What is the sum of the exterior angles of a 30-gon?

Answer 1

Hint: This type of question depends on the concept of exterior angles of a polygon. Exterior angle is an angle at a vertex of a polygon, present outside the polygon, formed by the extension of its adjacent sides. Exterior angles of a regular polygon are equal in measure.

Complete step by step answer:
Now, as we have to find out the sum of the exterior angles of a 30-gon so we consider the following:
Let us start from the vertex at angle 1. Now we travel in an anti-clockwise direction, through angles 2, 3, 4, 5, and so on up-to angle 30 and coming back to the same vertex. Actually we covered the entire perimeter of the polygon and hence, made one complete turn in the process. As all of us know, one complete turn corresponds to \[{{360}^{\circ }}\]. Thus, we can say that the \[\angle 1,\angle 2,\angle 3,\angle 4,..........\angle 30\] sum up-to \[{{360}^{\circ }}\].

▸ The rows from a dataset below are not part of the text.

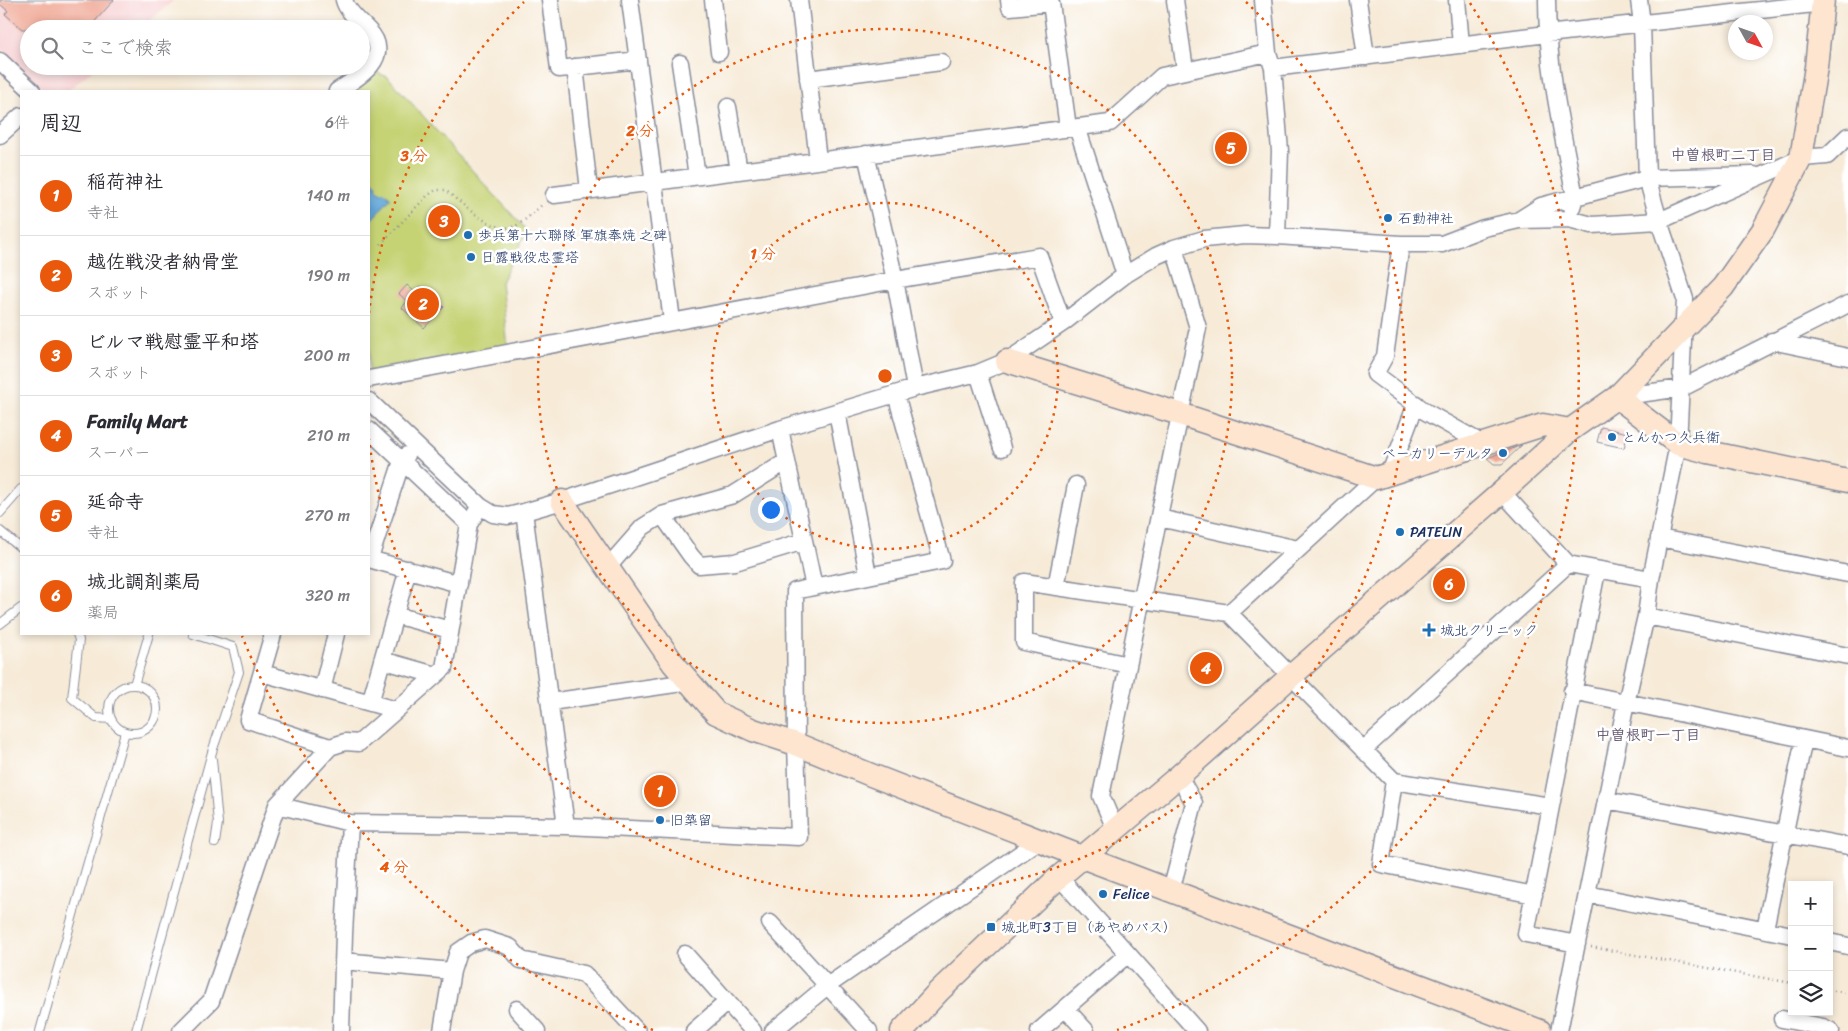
<!DOCTYPE html>
<html lang="ja">
<meta charset="utf-8">
<style>
:root{--surface:#fff;--page:#f2f2f3;--text:#2b2b33;--muted:#7c7c81;--line:#e1e1e2;--accent:#ea580c}
body{margin:0;font-family:Sriracha,"Klee One",sans-serif;background:var(--page);color:var(--text)}
.controls{position:absolute;right:15px;bottom:15px;display:grid;overflow:hidden;border-radius:0px;box-shadow:0 2px 8px #0003}
.controls button{width:45px;height:45px;display:grid;place-items:center;padding:0;border:0;border-bottom:1px solid var(--line);background:var(--surface);color:var(--text);font:25px sans-serif}
.compass{position:absolute;left:1728px;top:15px;width:45px;height:45px;border-radius:50%;background:var(--surface);box-shadow:0 2px 8px #0003;rotate:130deg}
.you{position:absolute;left:770px;top:509px;width:18px;height:18px;margin:-12px;border:4px solid #fff;border-radius:50%;background:#1a73e8;box-shadow:0 0 0 8px #1a73e833}
.badge{display:grid;place-items:center;width:32px;height:32px;border-radius:50%;background:var(--accent);color:#fff;font-size:16px;font-weight:700}
.pin{position:absolute;translate:-50% -50%;border:2px solid #fff;box-shadow:0 1px 5px #0006}
.list{margin:0;padding:0;list-style:none}
h2{display:flex;justify-content:space-between;align-items:center;height:65px;margin:0;padding:0 20px;font-size:21px}
h2 small{font-size:16px;font-weight:400;color:var(--muted)}
.list li{display:grid;grid-template-columns:32px 1fr auto;gap:15px;align-items:center;box-sizing:border-box;height:80px;padding:0 20px;border-top:1px solid var(--line)}
.list b{display:block;font-size:19px;white-space:nowrap}
.list p{margin:0;font-size:16px;white-space:nowrap;color:var(--muted)}
.list em{font-size:16px;font-style:normal;color:var(--muted)}
.icon{flex:none;width:28px;height:28px;fill:none;stroke:currentColor;stroke-width:2;stroke-linecap:round;stroke-linejoin:round}
.map{position:relative;flex:none;width:1848px;height:1031px;overflow:hidden}
.search{position:absolute;background:var(--surface);box-shadow:0 2px 8px #0003;left:20px;top:20px;width:350px;height:55px;display:flex;align-items:center;gap:12px;box-sizing:border-box;padding:0 18px;border-radius:28px;color:var(--muted);font-size:19px}
.panel{position:absolute;background:var(--surface);box-shadow:0 2px 8px #0003;left:20px;top:90px;width:350px;height:545px;border-radius:0px}
.map>svg:first-child{display:block}
</style>
<div class="map">
<svg width="1848" height="1031" viewBox="0 0 1848 1031">
<rect width="100%" height="100%" fill="#fff"/>
<filter id="ink" filterUnits="userSpaceOnUse"><feTurbulence type="fractalNoise" baseFrequency=".02" numOctaves="2"/><feDisplacementMap in="SourceGraphic" scale="10" xChannelSelector="R" yChannelSelector="G"/><feConvolveMatrix kernelMatrix="1 2 1 2 8 2 1 2 1" color-interpolation-filters="sRGB"/></filter>
<filter id="wash" filterUnits="userSpaceOnUse"><feTurbulence type="fractalNoise" baseFrequency=".0096" numOctaves="4" result="noise"/><feDisplacementMap in="SourceGraphic" scale="20" xChannelSelector="R" yChannelSelector="G"/><feGaussianBlur stdDeviation="1.12" result="paint"/><feColorMatrix in="noise" values="0 0 0 0 0 0 0 0 0 0 0 0 0 0 0 0 0 1.4 0 .05"/><feComposite in="paint" operator="in"/></filter>
<g filter="url(#wash)">
<rect width="100%" height="100%" fill="#f7ebd8"/>
<!-- built -->
<path fill="#f7cfd0" d="M0,0H174L140,29H29V66H97L68,91H45L0,48Z"/>
<!-- green -->
<path fill="#c6d375" stroke="#70816a" d="M375,72L388,77L527,231L501,282L508,349L369,372V91H349Z"/>
<!-- water -->
<path fill="#65a7d9" stroke="#406b9c" d="M370,179L377,185L376,188L381,193L383,191L391,198L372,219L369,216V180Z"/>
<g id="blocks">
<!-- building -->
<path fill="#f0a895" d="M0,0H114L88,29H22L5,14L8,11L0,4Z
M407,285L415,292L421,286L444,307L424,328L402,308L407,301L399,294Z
M1601,427L1628,433L1624,448L1597,442Z
M1522,445L1502,464H1494L1487,458Z"/>
</g>
</g>
<g filter="url(#ink)">
<use href="#blocks" fill-opacity="0" stroke="#898d9b" stroke-width="1"/>
<g fill="none" stroke-linecap="round" stroke-linejoin="round">
<!-- lane casing -->
<g stroke="#898d9b" stroke-width="10">
<path id="lane" d="M0,513L21,489
M0,531L21,548
M0,624L21,608
M77,634L79,640L72,698L96,718L111,719
M109 709a24 24 0 1 1 48 0a24 24 0 1 1-48 0Z
M134,685L149,634
M212,759L218,823L215,843
M40,1031L125,732
M136,1031L212,752L239,672L233,647L193,634"/>
</g>
<!-- street casing -->
<g stroke="#898d9b" stroke-width="19">
<path id="street" d="M550,0L559,69L638,60
M630,0L672,321
M713,0L719,52
M799,0L818,160
M1009,0L1010,7L1051,3L1068,128
M1175,0L1185,70
M1263,0L1268,53L1273,68L1280,151L1277,236
M1358,0L1366,57
M1457,0L1461,45
M1547,0C1547,67 1562,131 1575,197L1572,207
M0,61L32,91
M680,63L697,176
M575,67L589,190
M1273,68L1547,34L1823,3
M808,79L941,62
M337,91C357,79 395,57 368,30C360,21 347,12 344,0
M728,107L739,171
M1077,127L1125,275
M0,135L21,116
M866,154L895,280L915,388
M554,195L1110,123L1162,76L1268,53
M1519,220L1541,206L1647,178L1754,175
M1401,244L1385,356L1375,374L1426,412L1483,444
M1772,341L1848,357
M978,373L1002,448
M369,379L895,280L1039,256L1063,323
M1617,397L1682,388L1848,304
M369,401L480,506L493,514L508,516L524,512L562,501L780,429L915,388L978,373L1007,361L1063,323L1125,275L1156,256L1174,248L1204,239L1245,235L1277,236L1401,244H1442L1484,228L1519,220L1569,219L1592,225L1659,221L1801,158L1827,156L1848,136
M837,412L868,575
M369,430L469,524
M1390,473L1416,404
M1502,492L1568,564L1651,579
M524,512L566,826
M662,515L691,556L699,565L735,562L804,541
M1159,518L1298,549
M1659,538L1848,574
M370,558L402,461L407,455
M369,559L459,584
M607,568L643,527L662,515L733,495L787,461
M814,587L942,561L896,394
M1056,587L1076,485
M1229,613L1376,478
M395,615L450,630
M1646,616L1848,656
M273,634L248,720L330,747
M382,660L435,675
M1128,665L1024,642V582L1229,613L1394,781L1381,864L1534,895
M262,673L396,710
M322,690L336,634
M1572,691L1848,748
M550,702L689,682
M370,703L408,569
M1363,750L1568,564
M1394,781L1550,806
M1606,800L1848,846
M277,805L350,823L566,826L799,837L796,744L795,591L814,587L780,429
M1116,831L1101,796L1198,328L1174,248
M1059,877L1197,1031
M1171,891L1194,803L1179,776
M1587,894L1792,935
M770,923L869,1031
M1765,929L1804,739
M1829,942L1848,946
M1577,944L1526,934L1597,571
M685,954L753,1031
M343,961L452,971
M1065,1008L1086,1031
M517,1009L537,1031
M1782,1019L1823,1027L1831,1031
M181,1031L211,1001L277,805L330,747L345,742L359,743L444,668L469,524L480,506
M341,1031L344,934L350,823
M442,1031L452,971L458,952L471,943L485,939L510,947L521,960L584,974L637,1031
M694,1031L727,1002
M773,1031L827,986L1040,840
M1039,1031L1128,954
M1559,1031L1626,703L1646,616L1651,579L1678,444L1685,299L1659,221L1647,178L1642,24L1639,0"/>
</g>
<!-- secondary casing -->
<g stroke="#898d9b" stroke-width="25">
<path id="secondary" d="M1007,361L1180,414L1376,478L1543,425L1570,430
M1617,397L1678,444L1708,452L1848,481
M562,501L673,663L716,713L753,730L796,744L871,775L1082,857L1540,1031
M902,1031L939,991L1059,877L1179,776L1290,677L1502,492L1570,430L1617,397L1723,287L1763,230L1801,158L1816,67L1823,0"/>
</g>
<!-- path -->
<path stroke="#898d9b" stroke-width="2.5" stroke-dasharray="1 4" stroke-linecap="butt" d="M381,244L427,196L436,190H445C462,203 493,235 515,226C523,223 536,210 543,204
M1591,947L1792,983
M1829,990L1848,993"/>
<!-- lane -->
<use href="#lane" stroke="#fff" stroke-width="8"/>
<!-- street -->
<use href="#street" stroke="#fff" stroke-width="16"/>
<!-- secondary -->
<use href="#secondary" stroke="#fde5d0" stroke-width="22"/>
</g>
</g>
<!-- distance rings -->
<g fill="none" stroke="#e8590c" stroke-width="2.5" stroke-dasharray="2.5 5">
<circle cx="885" cy="376" r="173"/>
<circle cx="885" cy="376" r="347"/>
<path d="M369 313A520 520 0 0 1 524 2M1246 2A520 520 0 1 1 369 439"/>
<path d="M653 1030A694 694 0 0 1 242 636M1470 3A694 694 0 0 1 1117 1030"/>
</g>
<!-- markers -->
<g fill="#1f6fb2" stroke="#fff" stroke-width="2">
<circle cx="1388" cy="218" r="5"/>
<circle cx="468" cy="235" r="5"/>
<circle cx="471" cy="257" r="5"/>
<circle cx="1612" cy="437" r="5"/>
<circle cx="1503" cy="453" r="5"/>
<circle cx="1400" cy="532" r="5"/>
<path d="M1426.5 622.5h5v5h5v5h-5v5h-5v-5h-5v-5h5z"/>
<circle cx="660" cy="820" r="5"/>
<circle cx="1103" cy="894" r="5"/>
<rect x="986" y="922" width="10" height="10" rx="2.5"/>
</g>
<g text-anchor="middle" dominant-baseline="central" stroke-width="5" stroke-linejoin="round" paint-order="stroke">
<!-- poi labels -->
<g font-size="14" fill="#1b2f5e" stroke="#fff" text-anchor="start">
<text x="1398" y="218">石動神社</text>
<text x="478" y="235">歩兵第十六聯隊 軍旗奉焼 之碑</text>
<text x="481" y="257">日露戦役忠霊塔</text>
<text x="1622" y="437">とんかつ久兵衛</text>
<text x="1493" y="453" text-anchor="end">ベーカリーデルタ</text>
<text x="1410" y="532">PATELIN</text>
<text x="1440" y="630">城北クリニック</text>
<text x="670" y="820">旧築留</text>
<text x="1113" y="894">Felice</text>
<text x="1001" y="927">城北町3丁目（あやめバス）</text>
</g>
<!-- neighbourhood labels -->
<g font-size="15" font-weight="bold" fill="#665971" stroke="#fff">
<text x="1723" y="155">中曽根町二丁目</text>
<text x="1648" y="735">中曽根町一丁目</text>
</g>
</g>
<circle cx="885" cy="376" r="8" fill="#e8590c" stroke="#fff" stroke-width="2.5"/>
<g font-size="15" text-anchor="middle" font-weight="bold" fill="#e8590c" stroke="#fff" stroke-width="5" stroke-linejoin="round" paint-order="stroke">
<text x="640" y="136">2 分</text>
<text x="414" y="161">3 分</text>
<text x="763" y="259">1 分</text>
<text x="394" y="872">4 分</text>
</g>
</svg>
<div class="controls">
<button>+</button>
<button>−</button>
<button><svg class="icon" aria-label="layers" viewBox="0 0 24 24"><path d="M12 4l9 5-9 5-9-5zM3 14l9 5 9-5"/></svg></button>
</div>
<svg class="compass" viewBox="-18 -18 36 36"><path d="M0-13l5 13h-10z" fill="#e53935"/><path d="M0 13l5-13h-10z" fill="#7c7c81"/></svg>
<div class="you"></div>
<div class="pin badge" style="left:660px;top:791px">1</div>
<div class="pin badge" style="left:423px;top:304px">2</div>
<div class="pin badge" style="left:444px;top:221px">3</div>
<div class="pin badge" style="left:1206px;top:668px">4</div>
<div class="pin badge" style="left:1231px;top:148px">5</div>
<div class="pin badge" style="left:1449px;top:584px">6</div>
<div class="search"><svg class="icon" aria-label="search" viewBox="0 0 24 24"><circle cx="10" cy="10" r="6"/><path d="M15 15l6 6"/></svg>ここで検索</div>
<section class="panel">
<h2>周辺<small>6件</small></h2>
<ul class="list">
<li><span class="badge">1</span><div><b>稲荷神社</b><p>寺社</p></div><em>140 m</em></li>
<li><span class="badge">2</span><div><b>越佐戦没者納骨堂</b><p>スポット</p></div><em>190 m</em></li>
<li><span class="badge">3</span><div><b>ビルマ戦慰霊平和塔</b><p>スポット</p></div><em>200 m</em></li>
<li><span class="badge">4</span><div><b>Family Mart</b><p>スーパー</p></div><em>210 m</em></li>
<li><span class="badge">5</span><div><b>延命寺</b><p>寺社</p></div><em>270 m</em></li>
<li><span class="badge">6</span><div><b>城北調剤薬局</b><p>薬局</p></div><em>320 m</em></li>
</ul>
</section>
</div>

Hence, the sum of the exterior angles of a 30-gon is \[{{360}^{\circ }}\].

Note: In this type of question students may use the concept of linear pair and interior angle to find the sum of exterior angles. We know that, for a polygon with n sides that is n-gon the sum of the exterior angles is equal to the difference between the sum of the linear pairs and the sum of the interior angles.
\[\begin{align}
  & \Rightarrow \text{Sum of exterior angles = 18}{{0}^{\circ }}n-\text{18}{{0}^{\circ }}\left( n-2 \right) \\
 & \Rightarrow \text{Sum of exterior angles = 18}{{0}^{\circ }}n-\text{18}{{0}^{\circ }}n+{{360}^{\circ }} \\
 & \Rightarrow \text{Sum of exterior angles = }{{360}^{\circ }} \\
\end{align}\]
Hence, for any polynomial with n sides that is n-gon, the sum of exterior angles is \[{{360}^{\circ }}\].
Thus, the sum of the exterior angles of a 30-gon is \[{{360}^{\circ }}\].